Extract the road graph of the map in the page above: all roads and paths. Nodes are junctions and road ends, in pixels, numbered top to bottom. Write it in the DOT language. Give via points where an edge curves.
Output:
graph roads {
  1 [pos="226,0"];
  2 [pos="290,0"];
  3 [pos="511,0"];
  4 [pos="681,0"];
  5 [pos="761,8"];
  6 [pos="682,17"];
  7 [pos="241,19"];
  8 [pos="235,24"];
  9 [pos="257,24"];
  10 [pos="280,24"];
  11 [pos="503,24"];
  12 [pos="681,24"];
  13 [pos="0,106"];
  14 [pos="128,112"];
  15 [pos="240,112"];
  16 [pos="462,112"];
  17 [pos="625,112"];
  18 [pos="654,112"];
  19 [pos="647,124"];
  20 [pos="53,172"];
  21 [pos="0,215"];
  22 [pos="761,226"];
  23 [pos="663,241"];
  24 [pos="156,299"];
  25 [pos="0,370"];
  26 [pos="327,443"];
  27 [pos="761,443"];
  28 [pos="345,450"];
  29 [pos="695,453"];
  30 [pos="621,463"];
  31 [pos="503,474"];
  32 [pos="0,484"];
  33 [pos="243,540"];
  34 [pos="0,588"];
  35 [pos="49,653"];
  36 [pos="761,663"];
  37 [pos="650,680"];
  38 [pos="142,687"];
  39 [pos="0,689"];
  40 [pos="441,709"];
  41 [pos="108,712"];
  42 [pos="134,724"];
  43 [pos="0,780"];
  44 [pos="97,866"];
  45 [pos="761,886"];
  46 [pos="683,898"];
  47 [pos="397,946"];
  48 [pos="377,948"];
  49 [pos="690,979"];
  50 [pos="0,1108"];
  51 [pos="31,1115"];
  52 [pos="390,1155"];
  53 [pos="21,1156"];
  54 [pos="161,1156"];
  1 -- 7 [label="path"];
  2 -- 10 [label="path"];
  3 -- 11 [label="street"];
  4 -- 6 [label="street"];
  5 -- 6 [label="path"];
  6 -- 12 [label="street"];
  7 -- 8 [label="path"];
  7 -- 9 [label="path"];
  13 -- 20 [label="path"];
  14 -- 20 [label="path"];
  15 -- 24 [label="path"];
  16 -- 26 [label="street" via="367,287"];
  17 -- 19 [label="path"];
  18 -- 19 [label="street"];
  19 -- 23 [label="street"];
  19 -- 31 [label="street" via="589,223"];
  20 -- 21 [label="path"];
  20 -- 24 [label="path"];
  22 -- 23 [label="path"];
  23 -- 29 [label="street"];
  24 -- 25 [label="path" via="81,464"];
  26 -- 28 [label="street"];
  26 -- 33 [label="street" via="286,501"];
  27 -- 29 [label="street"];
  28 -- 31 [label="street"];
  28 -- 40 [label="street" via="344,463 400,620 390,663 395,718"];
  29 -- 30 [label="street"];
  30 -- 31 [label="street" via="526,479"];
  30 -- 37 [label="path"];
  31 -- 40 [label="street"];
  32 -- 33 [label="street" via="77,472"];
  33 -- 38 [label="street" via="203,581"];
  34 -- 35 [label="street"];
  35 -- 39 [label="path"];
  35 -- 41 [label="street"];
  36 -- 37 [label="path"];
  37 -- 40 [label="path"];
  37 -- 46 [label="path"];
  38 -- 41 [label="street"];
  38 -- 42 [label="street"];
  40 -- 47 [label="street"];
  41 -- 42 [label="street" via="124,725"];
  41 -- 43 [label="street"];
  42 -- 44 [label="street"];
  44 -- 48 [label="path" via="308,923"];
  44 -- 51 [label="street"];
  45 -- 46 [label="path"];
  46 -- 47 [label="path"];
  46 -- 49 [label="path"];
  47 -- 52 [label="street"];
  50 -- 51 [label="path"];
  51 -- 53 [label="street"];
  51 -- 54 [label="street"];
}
++++++
Problem details — Check each line above for the string "roads", then copy the ones that have it.

Written reply —
Extract the road graph of the map in the page above: all roads and paths. Nodes are junctions and road ends, in pixels, numbered top to bottom. Write it in the DOT language. Give via points where an edge curves.
graph roads {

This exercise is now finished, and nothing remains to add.